Saturday, April 10, 2010

Where the Disconnect Is Not

"We are building a bridge." This is the phrase I heard over and over again at the US Conference on African Immigrant Health (USCAIH) this week.

Last week, I blogged on the disconnect.
I wrote about how our nation’s leaders were unaware of language’s vital role in healing, how people don’t heal if they don’t understand, how interpreting in of itself is a profession with ethics and rules. The disconnect is there.

But here, with community leaders from all throughout the African Diaspora, the disconnect is not. Instead, there is a concerted effort to bring together aspects of all industries that help people--especially Africans--heal.

I arrived here Wednesday. Our first event was a meet and greet where attendees stood and introduced themselves, explaining what their interest was in African health and what they expected to get from the conference. I identified myself as Terena Bell with In Every Language, said I was here to represent the medical interpreting industry, that I had seen this disconnect and I was here to learn how we could fix it. When I sat down, almost every person in the room said “thank you” and some even clapped. An Ethiopian man walked up to me and instantly started talking about the difficulty of getting trained interpreters in Minneapolis, the need for continued training for those entering the profession. A man from Ghana stood up in front of everyone and talked about how interpreters for Muslim patients need to be culturally aware of faith’s role in healing—and better paid. At Harvard, people wondered why I was even there, had never thought of language as a health-related issue. Here, at the USCAIH, attendees were willing to join with the language industry in its fight.

I am not writing this to compare one conference to the next, or the Alliance for Health in the African Diaspora (the conference organizers) to Harvard. What Harvard does not know is clearly to Harvard’s loss. But, just as I had to point out where the disconnect is, I have to point out where the disconnect is not.

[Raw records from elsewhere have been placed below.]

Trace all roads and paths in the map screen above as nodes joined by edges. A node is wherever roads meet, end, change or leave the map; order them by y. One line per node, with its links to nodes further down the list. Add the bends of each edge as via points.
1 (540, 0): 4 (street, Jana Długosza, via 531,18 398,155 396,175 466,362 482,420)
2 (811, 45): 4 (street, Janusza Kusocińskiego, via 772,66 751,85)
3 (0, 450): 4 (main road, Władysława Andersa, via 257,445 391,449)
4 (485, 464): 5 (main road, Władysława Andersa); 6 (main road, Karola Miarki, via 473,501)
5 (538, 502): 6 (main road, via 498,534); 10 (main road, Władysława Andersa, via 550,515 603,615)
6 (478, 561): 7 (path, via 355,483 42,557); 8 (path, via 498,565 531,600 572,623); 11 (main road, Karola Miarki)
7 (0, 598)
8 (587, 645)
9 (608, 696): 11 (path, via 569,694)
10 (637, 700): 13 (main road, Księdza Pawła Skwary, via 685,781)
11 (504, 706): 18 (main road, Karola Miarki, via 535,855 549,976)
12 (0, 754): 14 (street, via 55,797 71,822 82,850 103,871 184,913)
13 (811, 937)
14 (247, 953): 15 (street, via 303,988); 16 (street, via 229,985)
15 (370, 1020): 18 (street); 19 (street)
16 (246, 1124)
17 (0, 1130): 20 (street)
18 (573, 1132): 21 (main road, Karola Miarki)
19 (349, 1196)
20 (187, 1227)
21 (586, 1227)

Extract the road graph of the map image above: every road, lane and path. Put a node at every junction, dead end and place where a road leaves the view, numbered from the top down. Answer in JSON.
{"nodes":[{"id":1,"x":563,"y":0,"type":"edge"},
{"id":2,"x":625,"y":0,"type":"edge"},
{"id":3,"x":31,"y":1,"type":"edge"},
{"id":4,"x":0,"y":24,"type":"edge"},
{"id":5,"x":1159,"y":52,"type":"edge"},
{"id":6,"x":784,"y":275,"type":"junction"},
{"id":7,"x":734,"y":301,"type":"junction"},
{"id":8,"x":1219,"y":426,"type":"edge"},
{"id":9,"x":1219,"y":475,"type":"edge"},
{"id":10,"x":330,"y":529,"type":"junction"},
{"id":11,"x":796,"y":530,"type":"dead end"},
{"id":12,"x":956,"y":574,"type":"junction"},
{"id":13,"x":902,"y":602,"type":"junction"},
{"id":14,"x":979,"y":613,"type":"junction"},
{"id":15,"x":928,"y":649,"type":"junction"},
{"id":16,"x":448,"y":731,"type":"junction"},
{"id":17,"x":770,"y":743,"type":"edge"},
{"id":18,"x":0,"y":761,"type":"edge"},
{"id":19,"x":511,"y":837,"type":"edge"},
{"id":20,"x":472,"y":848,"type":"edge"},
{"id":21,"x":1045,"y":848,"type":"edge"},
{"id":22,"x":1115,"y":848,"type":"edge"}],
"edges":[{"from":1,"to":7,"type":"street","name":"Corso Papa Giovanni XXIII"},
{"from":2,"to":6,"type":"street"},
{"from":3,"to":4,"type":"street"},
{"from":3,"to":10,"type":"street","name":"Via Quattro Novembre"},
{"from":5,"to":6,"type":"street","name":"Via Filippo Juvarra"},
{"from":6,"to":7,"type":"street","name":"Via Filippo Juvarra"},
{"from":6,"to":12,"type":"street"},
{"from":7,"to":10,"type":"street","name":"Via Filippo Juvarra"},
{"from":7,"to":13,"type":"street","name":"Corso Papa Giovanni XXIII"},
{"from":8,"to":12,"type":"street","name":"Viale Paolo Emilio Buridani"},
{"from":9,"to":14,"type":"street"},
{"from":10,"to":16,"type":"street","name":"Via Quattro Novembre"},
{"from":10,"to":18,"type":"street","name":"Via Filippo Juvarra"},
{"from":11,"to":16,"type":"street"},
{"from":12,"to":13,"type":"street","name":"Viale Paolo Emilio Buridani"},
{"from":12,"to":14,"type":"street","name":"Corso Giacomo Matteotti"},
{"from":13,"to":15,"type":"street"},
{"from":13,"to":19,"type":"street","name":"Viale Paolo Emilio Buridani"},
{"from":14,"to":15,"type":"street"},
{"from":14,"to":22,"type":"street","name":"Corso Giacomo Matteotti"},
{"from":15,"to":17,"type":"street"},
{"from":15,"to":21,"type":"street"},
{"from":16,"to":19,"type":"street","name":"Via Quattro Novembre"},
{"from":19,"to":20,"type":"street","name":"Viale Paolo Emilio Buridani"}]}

So what makes the difference? Why were these two audiences so different?

I have long said that there are two types of doctors in the world: those who want to make sure their patients understand and those who do not. Perhaps there are similarly two types of people: those who want to help people understand and those who do not. I am not calling the other group cold or cruel. But there are people in this world whose drive and desire to improve their world is innate, unavoidable, a moving, liquid force. I saw that this week in the faces of everyone here. Representatives from all across the African diaspora came together to share, to commune, to--as they put it--build a bridge. They, too, talked about breaking down silos, but they took the time to find out what those silos held.

Friday, I presented on language access for African LEP's. Every single person who heard about my topic said thank you, whether they attended my session or not. Dozens of people said, “We need that.” Most had interpreter stories of their own. A keynote on African Americans living with HIV even had a medical interpreter working from French to English. There is clearly no disconnect here.

But there is a need. They need us. And we need them. After what happened at Harvard, and after the warm reception I received here, I completely changed my presentation. It had initially been on where to get materials, how to get professional translation when materials weren’t there already. But meeting these people and learning more about how active they want to be in every area impacting African American health, I changed it.

There are three factors in LEP patient healing: the patient, the provider, and the language professional. All three must be on top of their game for healing to happen. Like our government, they must be in checks and balances with one another—they must all play their role, but they must also listen. For the patient, I discussed Title VI and HIPAA, the need to know you have a right to a professional, medical interpreter. For the provider, I discussed the need for cross-cultural training in universities and from hospital associations as CME’s. For the language professional, I said we must listen. We must listen to the patient and the provider to learn their need before we can address it. I told the people there that we could not do it without them, that if we as a language profession are wrong, then they must make us stop and listen.

And that’s the difference. As a language industry, we have been speaking, but at Harvard, no one had yet listened. I still believe what I wrote and I stand beside my words. But I also feel cool water flowing from around the rock. We must continue client education, but we must also allow our clients to educate us, listening to each other. If we are truly to build a bridge, we must meet each other in the river with our tools.